Based on the observations that KSHV ORF36 could phosphorylate GCV (37, 39 –41) and that ORF21 could phosphorylate AZT and GCV to yield toxic moieties (37 –39), our group showed that patients with KSHV-MCD flares could be treated with virus-activated cytotoxic therapy using the combination of high-dose AZT and valganciclovir (42). This is now a recommended therapy for KSHV-MCD (43). This said, it was somewhat puzzling in retrospect that this approach was successful, given the subsequent finding that many KSHV-MCD plasmablasts express vIL-6 but not the full KSHV lytic repertoire (15). The results of the current study provide a clue to explain this puzzle by showing that KSHV ORF21 in the KSHV-MCD plasmablasts can be directly activated by XBP-1s and also that XBP-1s can enhance RTA-induced activation of ORF21. We also show that treatment of PEL cells with TM to induce ER stress rapidly upregulates the production of XBP-1s, increases the amount of ORF21 in as little as 4 hours, and enhances the toxicity AZT, GCV, or their combination. However, interpretation of these latter experiments is complicated by the toxic effects of TM in these cells at doses that induce XBP-1s and the potential for XBP-1s-induced RTA activation, and it is unclear just how much direct ORF21 activation contributes to the activity of this regimen in patients. Even so, as we have seen here, RTA and XBP-1s can also work together to upregulate ORF21. Moreover, there is evidence that germinal centers can be a hypoxic environment, and this may contribute to the activity of this regimen through upregulation of ORF36 and phosphorylation of GCV (16, 45, 46).

In summary, we show in this work that XBP-1s, a mediator of the unfolded protein response, can directly activate ORF21 through binding to XRE in its promoter region and can also work with RTA to induce a robust activation of ORF21. This finding may help explain the activity of high-dose AZT plus valganciclovir in the treatment of KSHV-MCD. Moreover, it can provide insights into the pathogenesis of KSHV-MCD and the ways that KSHV has evolved to take advantage of the environment of lymph node germinal centers.

MATERIALS AND METHODS

Cell lines, drugs, and reagents.

HEK-293T cells (American Type Culture Collection [ATCC], Manassas, VA) were maintained in Dulbecco’s modified Eagle’s medium (Invitrogen Corp., Carlsbad, CA) supplemented with 10% fetal bovine serum (FBS) (heat inactivated; HyClone, Logan, UT) and penicillin (Pen)/streptomycin (Strep)/glutamine (Invitrogen Corp., Carlsbad, CA).
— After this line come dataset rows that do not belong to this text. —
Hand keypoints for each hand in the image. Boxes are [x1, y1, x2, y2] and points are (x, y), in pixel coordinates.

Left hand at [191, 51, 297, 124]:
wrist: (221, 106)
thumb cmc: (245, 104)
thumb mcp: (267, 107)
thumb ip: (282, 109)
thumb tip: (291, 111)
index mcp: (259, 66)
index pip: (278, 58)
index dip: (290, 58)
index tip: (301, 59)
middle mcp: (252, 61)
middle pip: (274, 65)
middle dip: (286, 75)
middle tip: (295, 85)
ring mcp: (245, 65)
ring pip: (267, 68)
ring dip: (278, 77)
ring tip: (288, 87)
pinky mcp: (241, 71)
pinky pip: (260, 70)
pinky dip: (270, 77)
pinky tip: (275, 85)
BCBL-1 (NIH AIDS Research and Reference Reagent Program) cells were maintained in RPMI 1640 medium (Gibco, Grand Island, NY) supplemented with 10% FBS and pen/strep/glutamine. All cells were utilized within 30 passages of procurement or less than 3 months of culture. Except where indicated, cultures were maintained in 95% air and 5% CO₂ at 37°C. AZT, GCV, and cobalt chloride (CoCl₂) (Sigma, St. Louis, MO) were prepared in phosphate-buffered saline (PBS). TM and TPA were prepared in dimethyl sulfoxide (DMSO) (all from Sigma). DMSO at an equivalent final concentration was used as a vehicle control where appropriate.

Plasmid DNA construction and site-directed mutagenesis.
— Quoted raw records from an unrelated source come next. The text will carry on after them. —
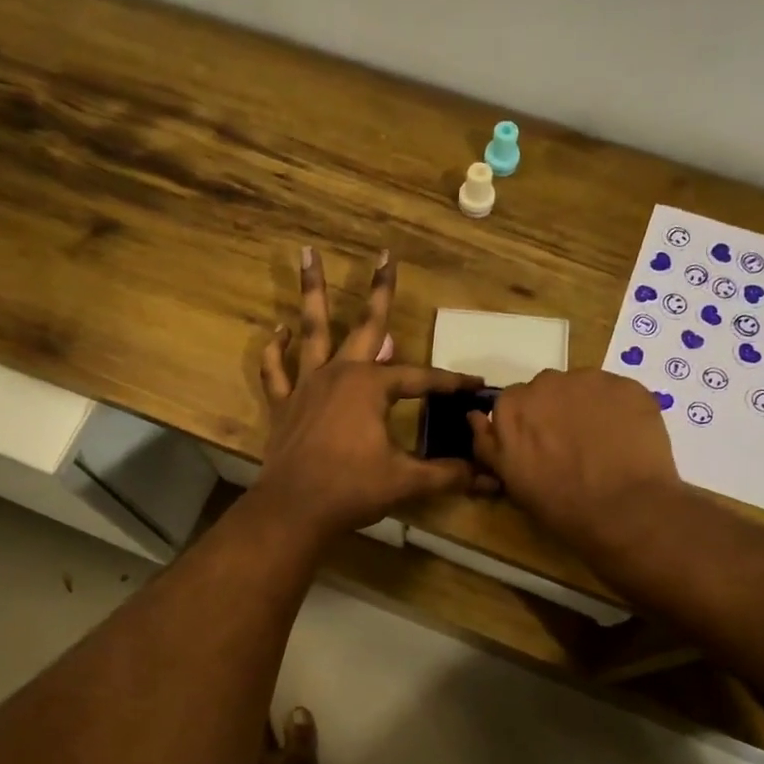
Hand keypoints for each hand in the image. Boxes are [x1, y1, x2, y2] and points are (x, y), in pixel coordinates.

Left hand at [254, 248, 480, 542]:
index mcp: (371, 387)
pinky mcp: (284, 404)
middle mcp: (340, 373)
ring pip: (312, 330)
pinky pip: (276, 370)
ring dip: (313, 292)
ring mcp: (308, 385)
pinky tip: (278, 331)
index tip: (474, 385)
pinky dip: (275, 351)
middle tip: (385, 253)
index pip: (420, 379)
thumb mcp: (405, 480)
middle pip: (366, 324)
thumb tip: (488, 479)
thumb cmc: (352, 489)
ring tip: (307, 253)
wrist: (294, 510)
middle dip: (380, 289)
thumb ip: (446, 474)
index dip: (449, 382)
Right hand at [469, 369, 682, 557]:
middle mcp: (546, 383)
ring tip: (604, 443)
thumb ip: (488, 444)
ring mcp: (590, 380)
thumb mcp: (511, 480)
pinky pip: (617, 393)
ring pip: (584, 387)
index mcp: (512, 407)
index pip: (513, 404)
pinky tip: (628, 439)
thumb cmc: (560, 504)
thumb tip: (474, 417)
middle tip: (572, 446)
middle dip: (556, 411)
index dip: (528, 425)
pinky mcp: (627, 385)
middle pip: (547, 390)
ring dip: (588, 407)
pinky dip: (620, 410)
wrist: (625, 510)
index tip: (540, 447)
Expression plasmids encoding unspliced (pcDNA-XBP1u) and spliced XBP-1 (pcDNA-XBP1s) were gifts from Kazatoshi Mori (Kyoto, Japan) (18). An expression plasmid encoding KSHV RTA (pcDNA-RTA) was a kind gift from Keiji Ueda (Osaka University Graduate School of Medicine, Osaka, Japan). The expression plasmid encoding a degradation-resistant form of hypoxia-inducible factor 1α (dr-HIF-1) has been described previously (16, 58). pcDNA3.1 empty vector was used as a control. All plasmids were purified with a maxiprep kit (Qiagen, Valencia, CA) and inserts verified by DNA sequencing.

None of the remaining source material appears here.